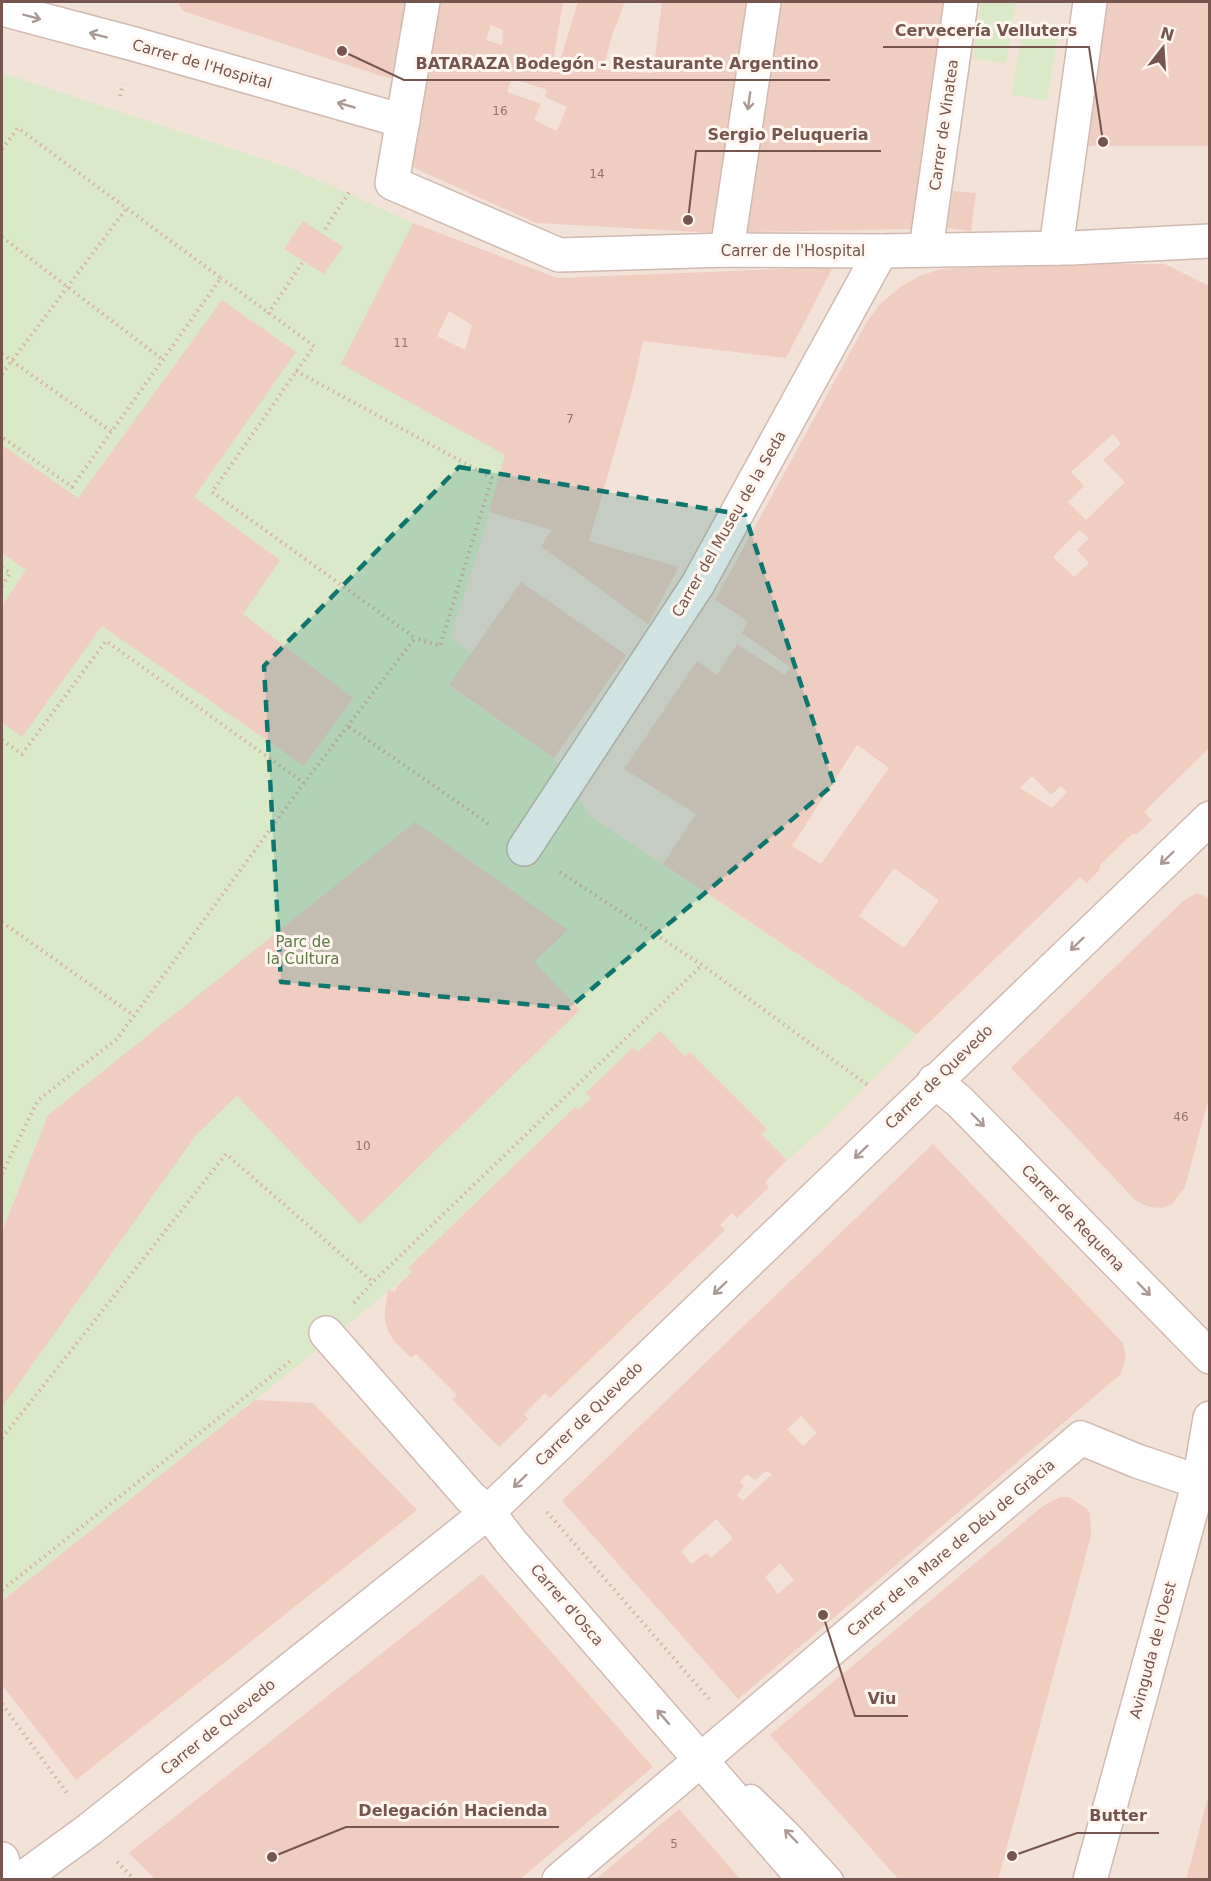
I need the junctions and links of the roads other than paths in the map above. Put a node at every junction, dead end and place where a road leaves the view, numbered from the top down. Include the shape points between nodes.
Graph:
1 (423, 2) edge
2 (764, 2) edge
3 (961, 2) edge
4 (1090, 2) edge
5 (2, 9) edge
6 (65, 14) edge
7 (403, 121) junction
8 (1209, 241) edge
9 (1056, 248) junction
10 (927, 249) junction
11 (728, 250) junction
12 (881, 251) junction
13 (1209, 818) edge
14 (524, 849) road end
15 (934, 1081) junction
16 (326, 1333) road end
17 (1209, 1357) edge
18 (1209, 1418) edge
19 (1199, 1482) junction
20 (499, 1501) junction
21 (701, 1761) junction
22 (2, 1859) edge
23 (4, 1879) edge
24 (20, 1880) edge
25 (560, 1880) edge
26 (805, 1880) edge
27 (831, 1880) edge
28 (1090, 1880) edge

1 - 7 street
2 -> 11 street
3 - 10 street, Carrer de Vinatea
4 - 9 street
5 -> 6 street, Carrer de l'Hospital
7 -> 6 street, Carrer de l'Hospital via 134,44
7 - 11 street, Carrer de l'Hospital via 392,183 559,255
8 - 9 street, Carrer de l'Hospital
9 - 10 street, Carrer de l'Hospital
10 - 12 street, Carrer de l'Hospital
11 - 12 street, Carrer de l'Hospital
12 - 14 street, Carrer del Museu de la Seda via 698,584
13 -> 15 street, Carrer de Quevedo
15 -> 17 street, Carrer de Requena via 959,1101
15 -> 20 street, Carrer de Quevedo
16 - 20 street, Carrer d'Osca via 471,1497
18 - 19 street, Avinguda de l'Oest
19 - 21 street, Carrer de la Mare de Déu de Gràcia via 1081,1438
19 - 28 street, Avinguda de l'Oest
21 -> 20 street, Carrer d'Osca via 511,1542
20 - 24 street, Carrer de Quevedo via 90,1829
21 - 25 street, Carrer de la Mare de Déu de Gràcia
21 - 26 street, Carrer d'Osca
27 -> 21 lane via 754,1800
22 - 23 street

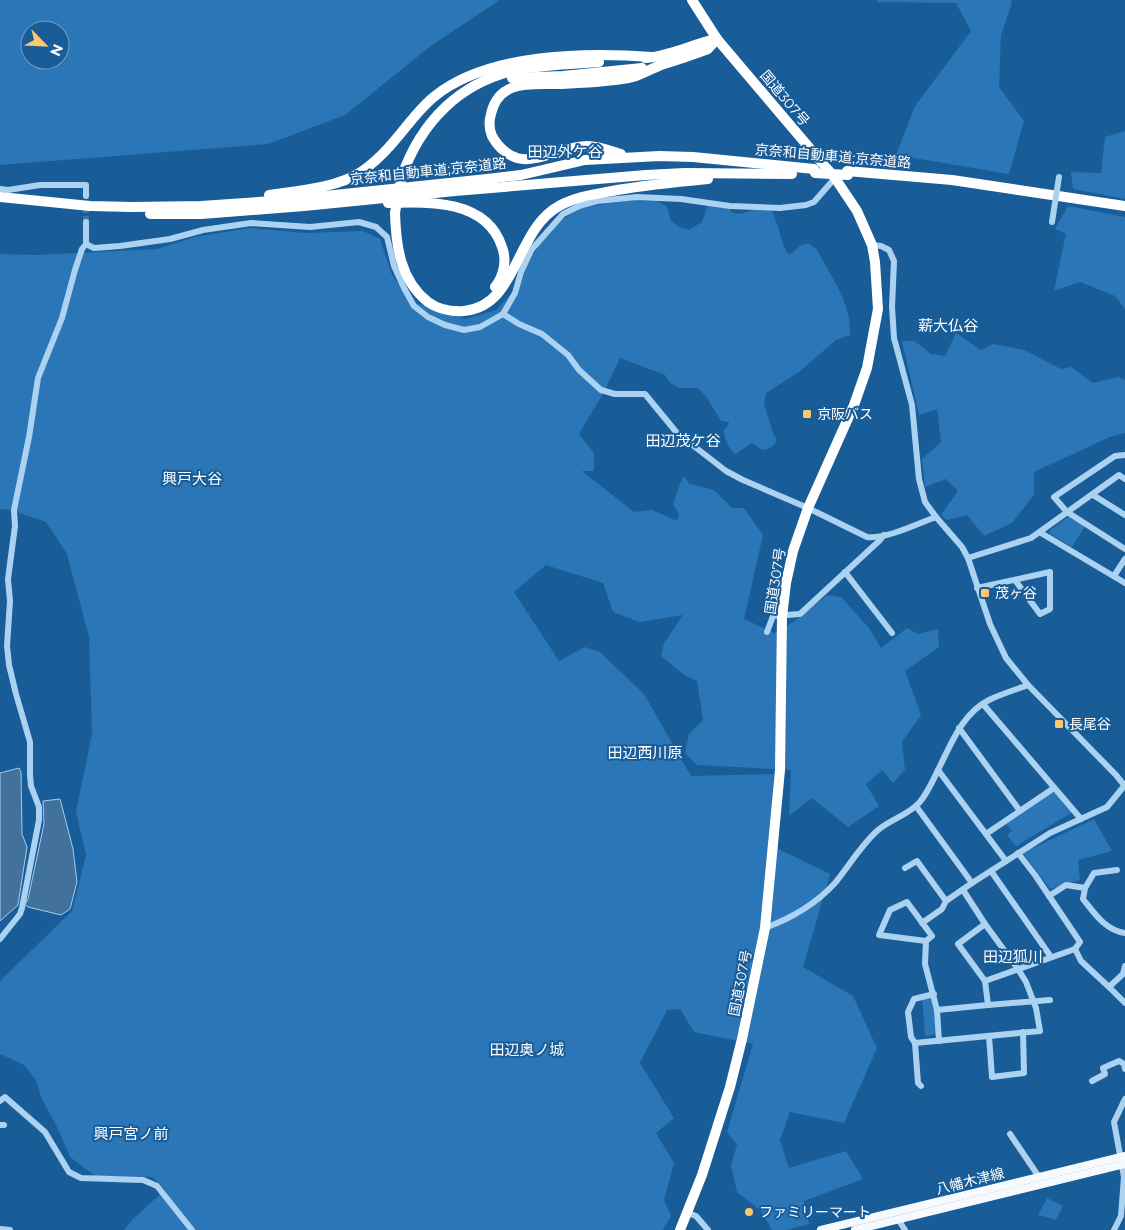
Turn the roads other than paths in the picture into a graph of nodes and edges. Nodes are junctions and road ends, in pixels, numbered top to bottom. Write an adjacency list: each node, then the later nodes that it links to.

Task: Once the pictures are set aside, repeat the remaining data word for word.

Written answer:
I need the junctions and links of the roads other than paths in the map above. Put a node at every junction, dead end and place where a road leaves the view, numbered from the top down. Include the shape points between nodes.
Graph:
1 (423, 2) edge
2 (764, 2) edge
3 (961, 2) edge
4 (1090, 2) edge
5 (2, 9) edge
6 (65, 14) edge
7 (403, 121) junction
8 (1209, 241) edge
9 (1056, 248) junction
10 (927, 249) junction
11 (728, 250) junction
12 (881, 251) junction
13 (1209, 818) edge
14 (524, 849) road end
15 (934, 1081) junction
16 (326, 1333) road end
17 (1209, 1357) edge
18 (1209, 1418) edge
19 (1199, 1482) junction
20 (499, 1501) junction
21 (701, 1761) junction
22 (2, 1859) edge
23 (4, 1879) edge
24 (20, 1880) edge
25 (560, 1880) edge
26 (805, 1880) edge
27 (831, 1880) edge
28 (1090, 1880) edge

1 - 7 street
2 -> 11 street
3 - 10 street, Carrer de Vinatea
4 - 9 street
5 -> 6 street, Carrer de l'Hospital
7 -> 6 street, Carrer de l'Hospital via 134,44
7 - 11 street, Carrer de l'Hospital via 392,183 559,255
8 - 9 street, Carrer de l'Hospital
9 - 10 street, Carrer de l'Hospital
10 - 12 street, Carrer de l'Hospital
11 - 12 street, Carrer de l'Hospital
12 - 14 street, Carrer del Museu de la Seda via 698,584
13 -> 15 street, Carrer de Quevedo
15 -> 17 street, Carrer de Requena via 959,1101
15 -> 20 street, Carrer de Quevedo
16 - 20 street, Carrer d'Osca via 471,1497
18 - 19 street, Avinguda de l'Oest
19 - 21 street, Carrer de la Mare de Déu de Gràcia via 1081,1438
19 - 28 street, Avinguda de l'Oest
21 -> 20 street, Carrer d'Osca via 511,1542
20 - 24 street, Carrer de Quevedo via 90,1829
21 - 25 street, Carrer de la Mare de Déu de Gràcia
21 - 26 street, Carrer d'Osca
27 -> 21 lane via 754,1800
22 - 23 street

Turn the roads other than paths in the picture into a graph of nodes and edges. Nodes are junctions and road ends, in pixels, numbered top to bottom. Write an adjacency list: each node, then the later nodes that it links to.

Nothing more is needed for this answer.